The task - Look below for the line containing "(est désormais épuisé.)" and the line containing "(Saint-Saturnin-les-Avignon, juin 2013)"; repeat exactly those two lines and all lines between them, and nothing else.

[Collected data]
######
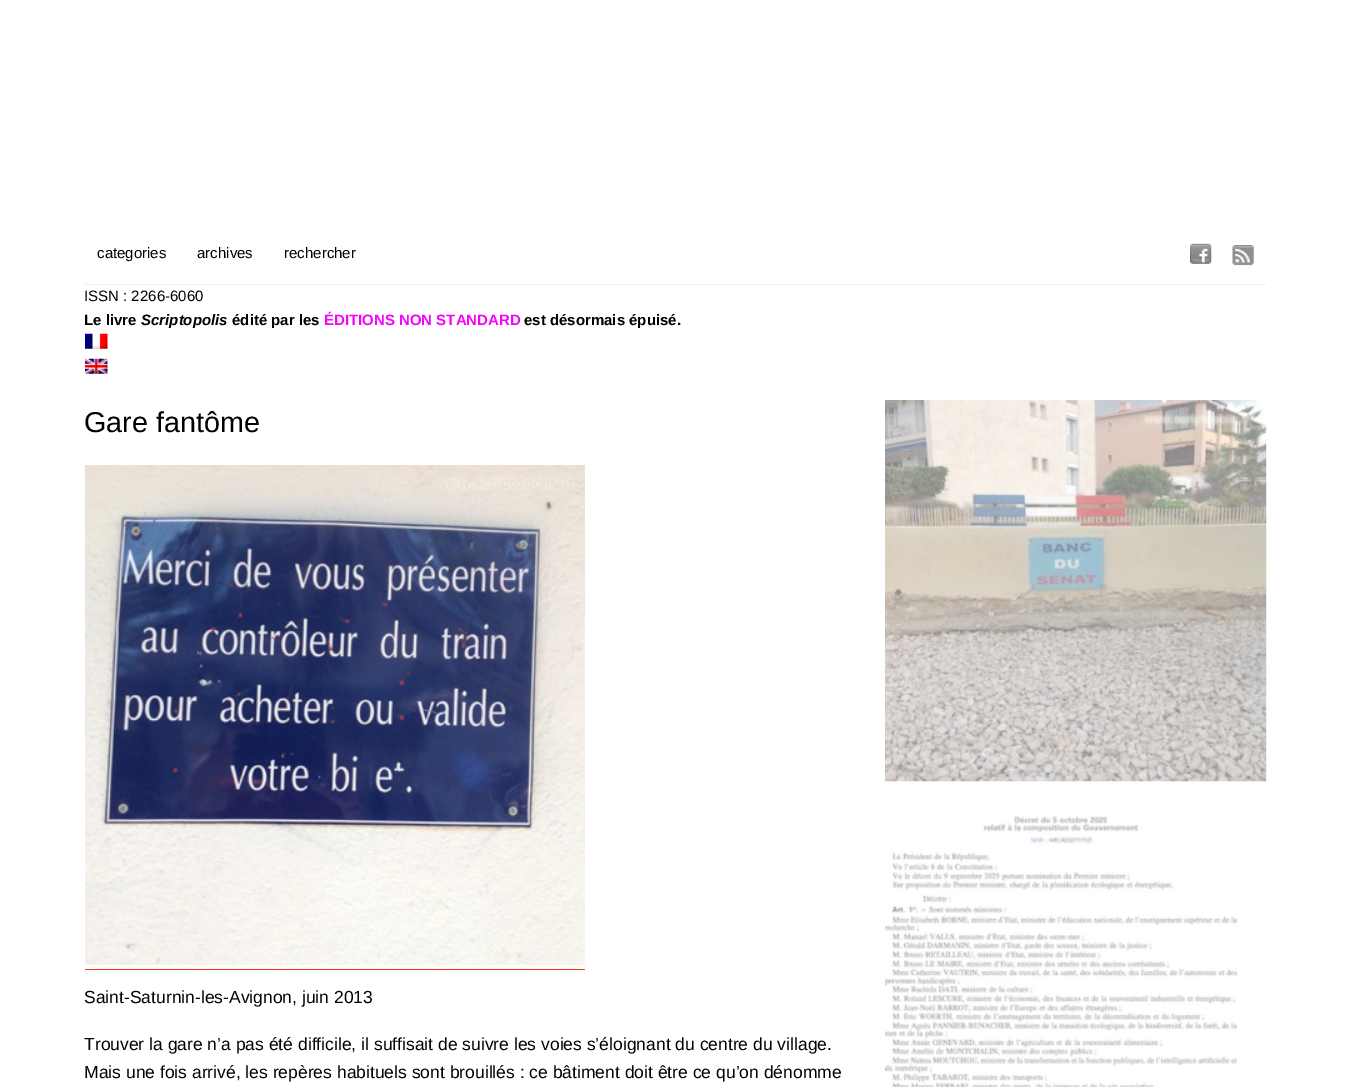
%!PS-Adobe-3.0
%%BoundingBox: 0 0 1349 1087
%%LanguageLevel: 3
%%Pages: 1
%%EndComments
%%BeginProlog
/setink { 3 { 255 div 3 1 roll } repeat setrgbcolor } def
/usefont { [ exch dup neg 0 0 3 -1 roll 0 0 ] selectfont } def
/drawtext { setink usefont moveto show } def
/fillbox { setink rectfill } def
/drawimage { 5 dict begin { /h /w /y /x /name } { exch def } forall
  gsave x y translate w h scale
  w h 8 [w 0 0 h 0 0] name (r) file false 3 colorimage grestore end } def
%%EndProlog
%%BeginSetup
<< /PageSize [1349 1087] >> setpagedevice
%%EndSetup
%%Page: 1 1
0 1087 translate 1 -1 scale
4 setmiterlimit
0 0 1349 1087 255 255 255 fillbox
85 284 1181 1 238 238 238 fillbox
(categories) 97 258 /LiberationSans-Regular 15 0 0 0 drawtext
(archives) 197 258 /LiberationSans-Regular 15 0 0 0 drawtext
(rechercher) 284 258 /LiberationSans-Regular 15 0 0 0 drawtext
(assets/img1.rgb) 1190 243 22 21 drawimage
(assets/img2.rgb) 1232 245 22 21 drawimage
(ISSN : 2266-6060) 84 301 /LiberationSans-Regular 15 0 0 0 drawtext
(Le livre) 84 325 /LiberationSans-Bold 15 0 0 0 drawtext
(Scriptopolis) 141 325 /LiberationSans-BoldItalic 15 0 0 0 drawtext
(édité par les) 232 325 /LiberationSans-Bold 15 0 0 0 drawtext
(ÉDITIONS NON STANDARD) 324 325 /LiberationSans-Bold 15 246 2 250 drawtext
(est désormais épuisé.) 524 325 /LiberationSans-Bold 15 0 0 0 drawtext
(assets/img3.rgb) 85 333 23 16 drawimage
(assets/img4.rgb) 85 358 23 16 drawimage
(Gare fantôme) 84 432 /LiberationSans-Regular 28.75 0 0 0 drawtext
(assets/img5.rgb) 85 465 500 500 drawimage
85 969 500 1 255 55 6 fillbox
(Saint-Saturnin-les-Avignon, juin 2013) 84 1003 /LiberationSans-Regular 17.5 0 0 0 drawtext
(Trouver la gare n’a pas été difficile, il suffisait de suivre les voies s’éloignant du centre du village.) 84 1050 /LiberationSans-Regular 17.5 0 0 0 drawtext
(Mais une fois arrivé, les repères habituels sont brouillés : ce bâtiment doit être ce qu’on dénomme) 84 1078 /LiberationSans-Regular 17.5 0 0 0 drawtext
(assets/img6.rgb) 885 400 382 382 drawimage
(assets/img7.rgb) 885 816 353 271 drawimage
showpage
%%EOF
######
Answer section -
(est désormais épuisé.) 524 325 /LiberationSans-Bold 15 0 0 0 drawtext
(assets/img3.rgb) 85 333 23 16 drawimage
(assets/img4.rgb) 85 358 23 16 drawimage
(Gare fantôme) 84 432 /LiberationSans-Regular 28.75 0 0 0 drawtext
(assets/img5.rgb) 85 465 500 500 drawimage
85 969 500 1 255 55 6 fillbox
(Saint-Saturnin-les-Avignon, juin 2013) 84 1003 /LiberationSans-Regular 17.5 0 0 0 drawtext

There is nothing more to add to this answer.